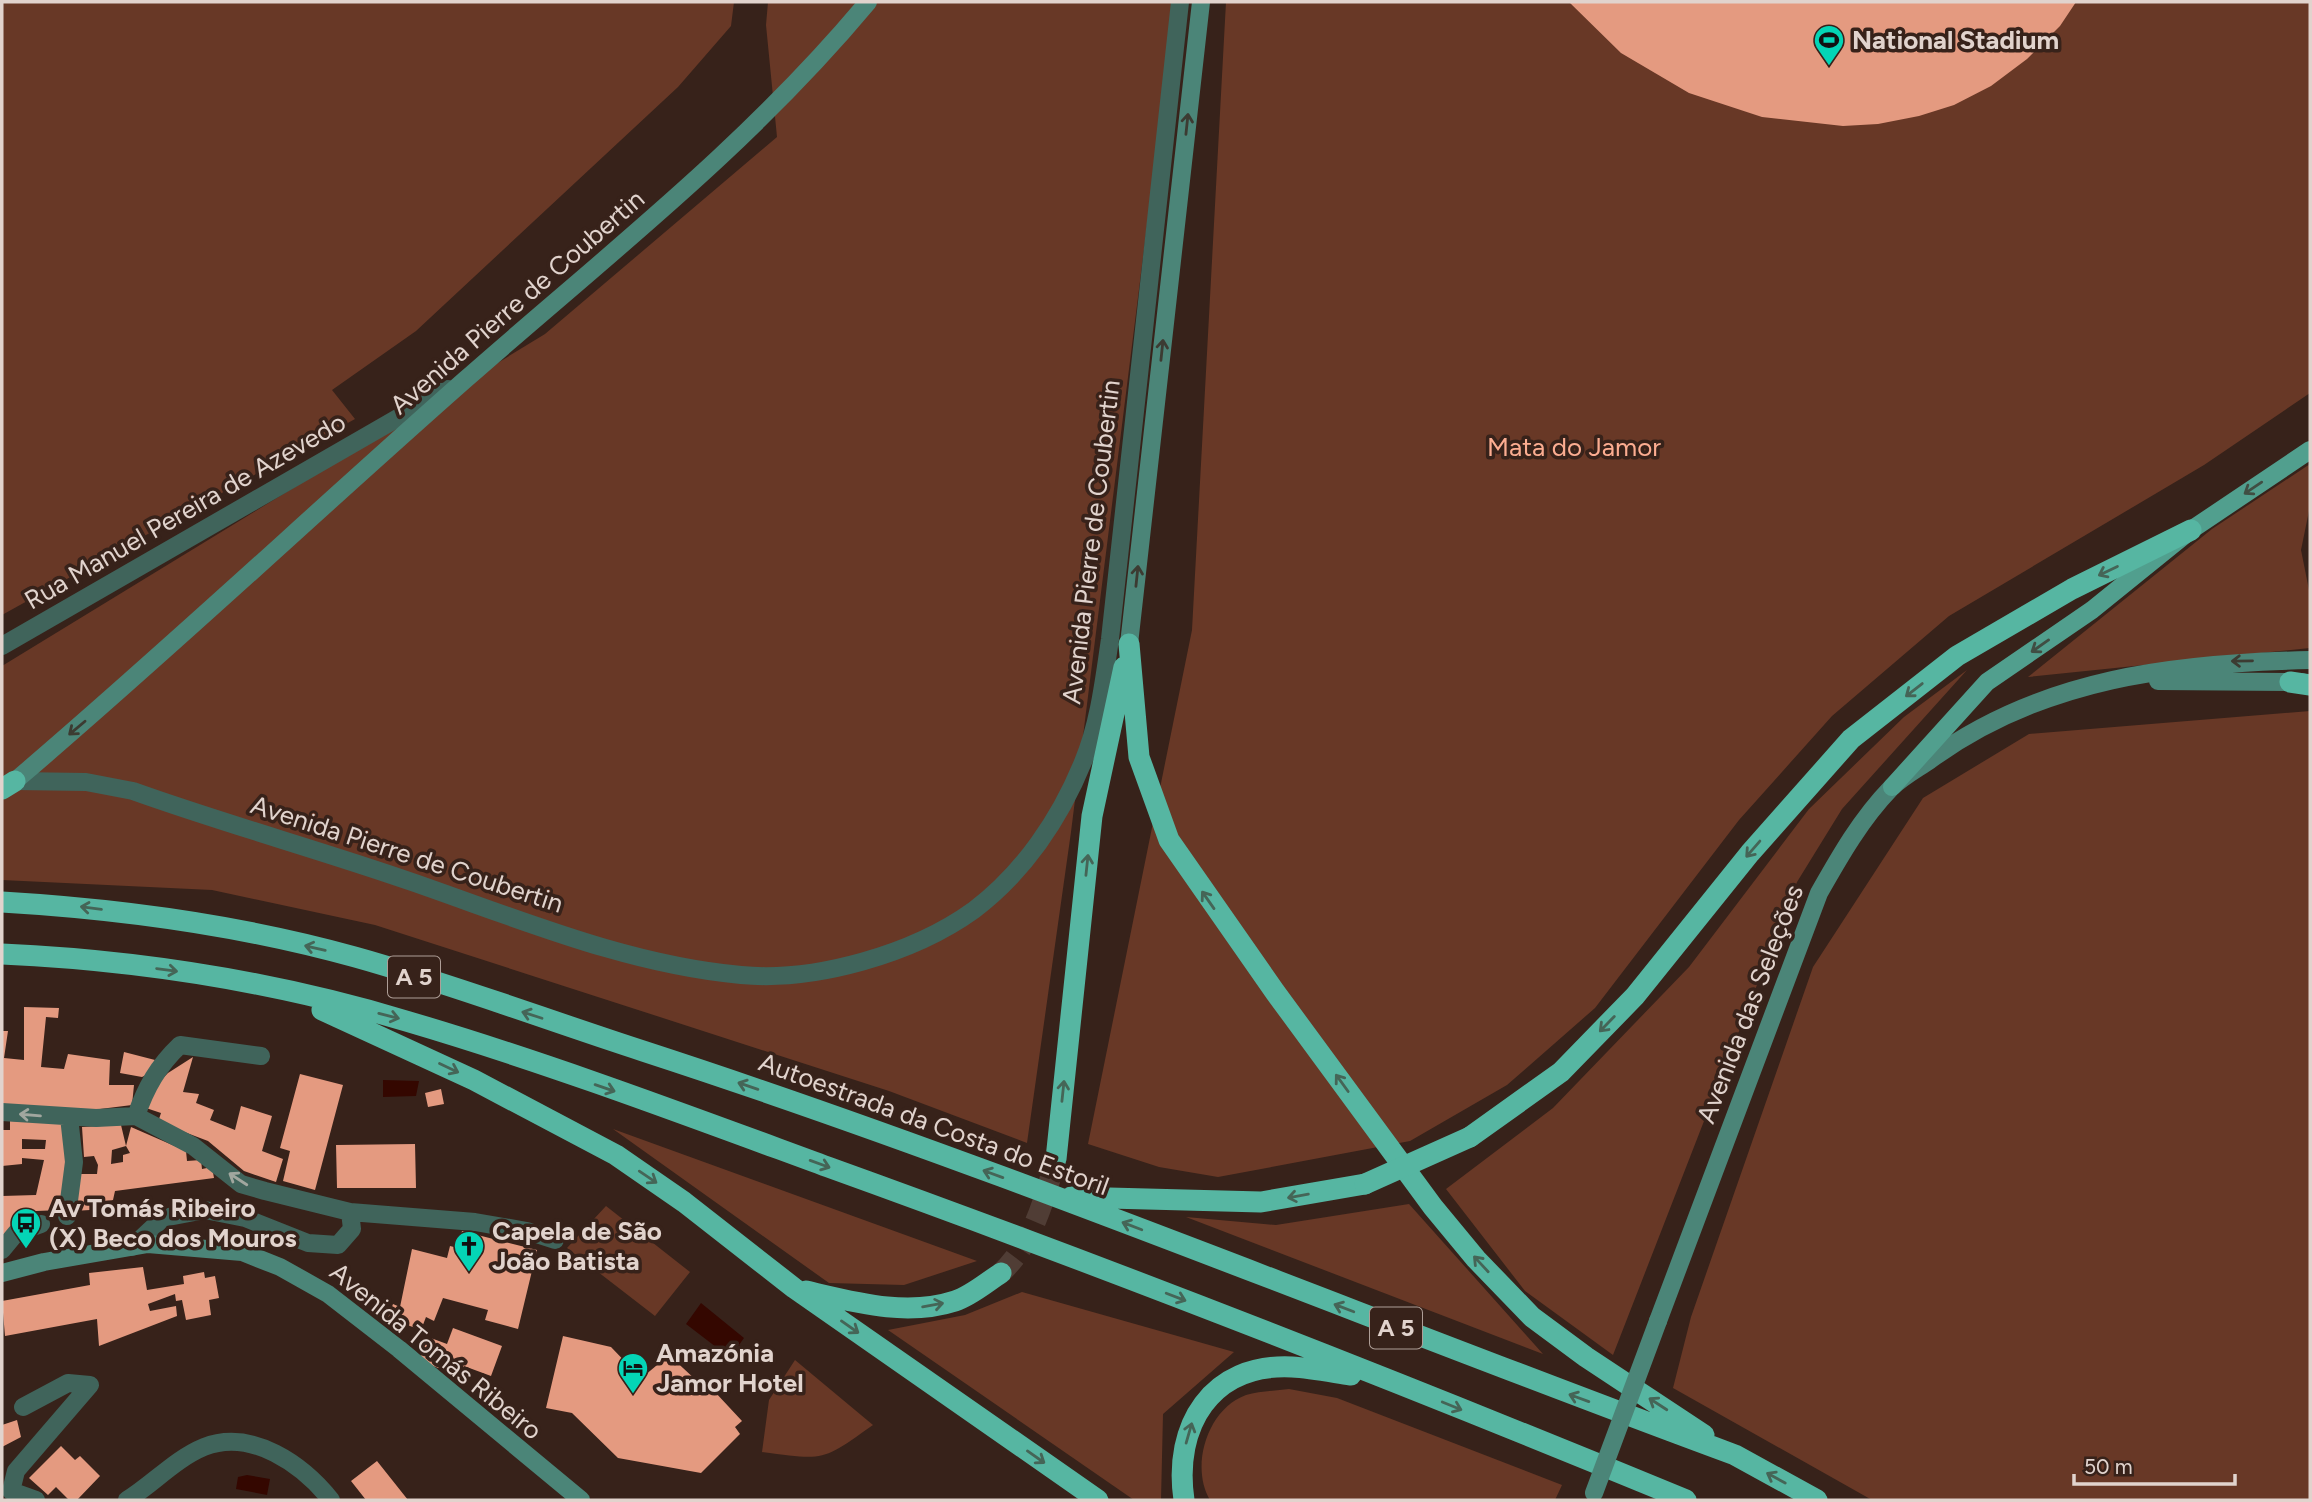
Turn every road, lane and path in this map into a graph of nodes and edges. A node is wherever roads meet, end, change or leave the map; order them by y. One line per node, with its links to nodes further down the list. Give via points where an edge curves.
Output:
1 (869, 2): 4 (street, Avenida Pierre de Coubertin, via 728,153)
2 (1180, 2): 12 (street, Avenida Pierre de Coubertin, via 1100,701 1084,761 1048,832 1007,880 974,909 908,944 838,967 771,975 713,972 618,952 133,791 86,782)
3 (1201, 2): 7 (street, Avenida Pierre de Coubertin, one-way to 3)
4 (467, 378): 8 (street, Rua Manuel Pereira de Azevedo); 12 (street, Avenida Pierre de Coubertin, one-way to 12, via 129,684)
5 (2310, 450): 6 (main road, one-way to 6)
6 (2191, 530): 13 (main road, one-way to 13, via 2092,610 1987,682); 22 (highway, one-way to 22, bridge, via 2073,589 1957,656 1851,739 1749,853 1635,996 1561,1072 1470,1137 1365,1184 1261,1202)
7 (1129, 644): 21 (highway, one-way to 7, via 1092,816); 34 (highway, one-way to 7, via 1532,1317 1433,1207 1169,840 1139,757)
8 (2, 646)
9 (2310, 660): 10 (street, Avenida das Seleções, one-way to 10, via 2220,662)
10 (2120, 680): 11 (street, Avenida das Seleções); 13 (street, Avenida das Seleções, via 2031,703 1955,742)
11 (2304, 683)
12 (8, 785)
13 (1892, 787): 35 (street, Avenida das Seleções, bridge, via 1853,833 1819,894)
14 (2, 902): 22 (highway, Autoestrada da Costa do Estoril / A 5, one-way to 14, via 716,1075 354,957 209,925 87,907)
15 (2, 954): 16 (highway, A 5, one-way to 16, via 177,971)
16 (275, 989): 31 (highway, one-way to 31, via 567,1126 684,1202); 32 (highway, A 5, one-way to 32, via 404,1020 773,1147 1044,1245)
17 (261, 1056): 19 (street, via 180,1045 146,1087)
18 (2, 1112): 20 (street, one-way to 18)
19 (136, 1116): 20 (street); 23 (street, one-way to 19, via 241,1184 193,1146)
20 (69, 1117): 24 (street, via 74,1162)
21 (1056, 1159)
22 (1057, 1197): 34 (highway, Autoestrada da Costa do Estoril / A 5, one-way to 22)
23 (350, 1212): 26 (street, via 475,1222); 27 (street, via 352,1229 338,1245 308,1243 245,1218 205,1210 163,1218)
24 (67, 1216)
25 (41, 1224): 28 (street, via 16,1233)
26 (555, 1240)
27 (132, 1247): 29 (street, Avenida Tomás Ribeiro); 39 (street, Avenida Tomás Ribeiro, via 173,1245 242,1252 328,1294)
28 (2, 1250)
29 (2, 1273)
30 (1001, 1273): 31 (highway, one-way to 30, via 866,1305 916,1308 957,1301)
31 (794, 1288): 40 (highway, one-way to 40)
32 (1389, 1381): 41 (highway, one-way to 32, via 1181,1478 1192,1423 1200,1406 1227,1383 1249,1373 1290,1367); 42 (highway, A 5, one-way to 42)
33 (23, 1407): 36 (street, via 68,1383 90,1385 16,1471 11,1491)
34 (1735, 1455): 43 (highway, Autoestrada da Costa do Estoril / A 5, one-way to 34)
35 (1593, 1498)
36 (36, 1500)
37 (127, 1500): 38 (street, via 204,1447 240,1444 275,1453 297,1466 312,1476)
38 (331, 1500)
39 (581, 1500)
40 (1098, 1500)
41 (1184, 1500)
42 (1686, 1500)
43 (1816, 1500)

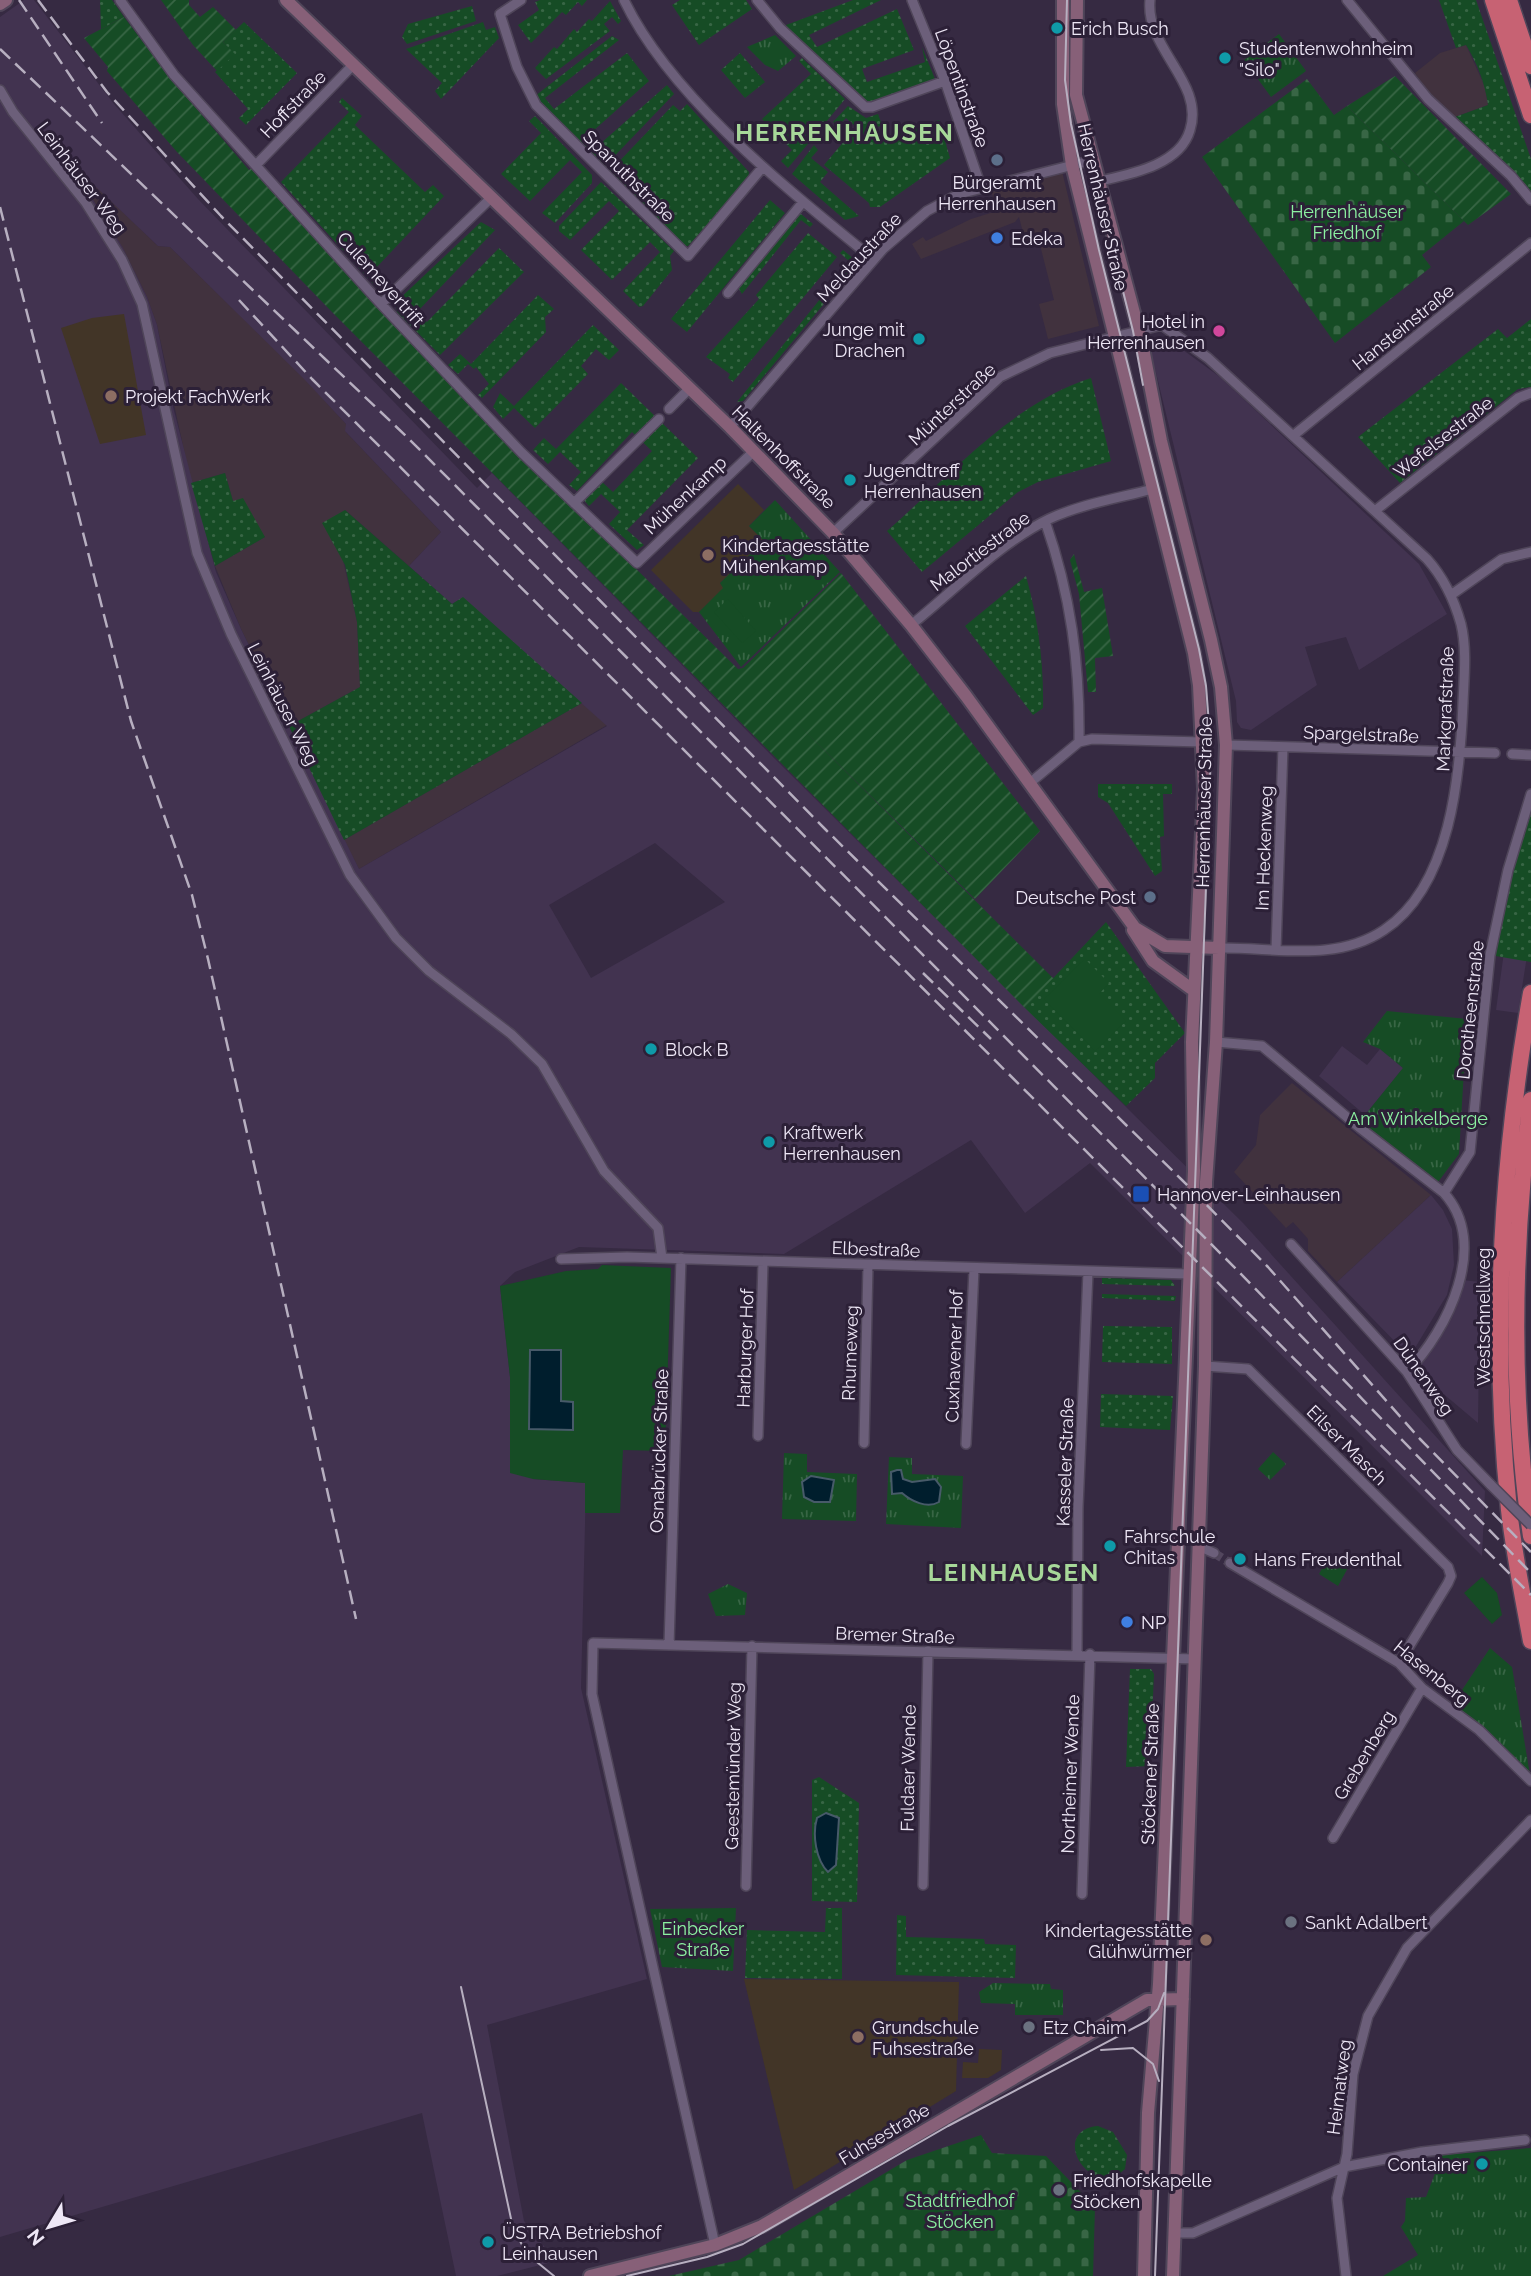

> _WHAT NEEDS TO BE DONE_
From the data above, copy every line where "Seleções" appears.

> _YOUR SOLUTION_
9 (2310, 660): 10 (street, Avenida das Seleções, one-way to 10, via 2220,662)
10 (2120, 680): 11 (street, Avenida das Seleções); 13 (street, Avenida das Seleções, via 2031,703 1955,742)
13 (1892, 787): 35 (street, Avenida das Seleções, bridge, via 1853,833 1819,894)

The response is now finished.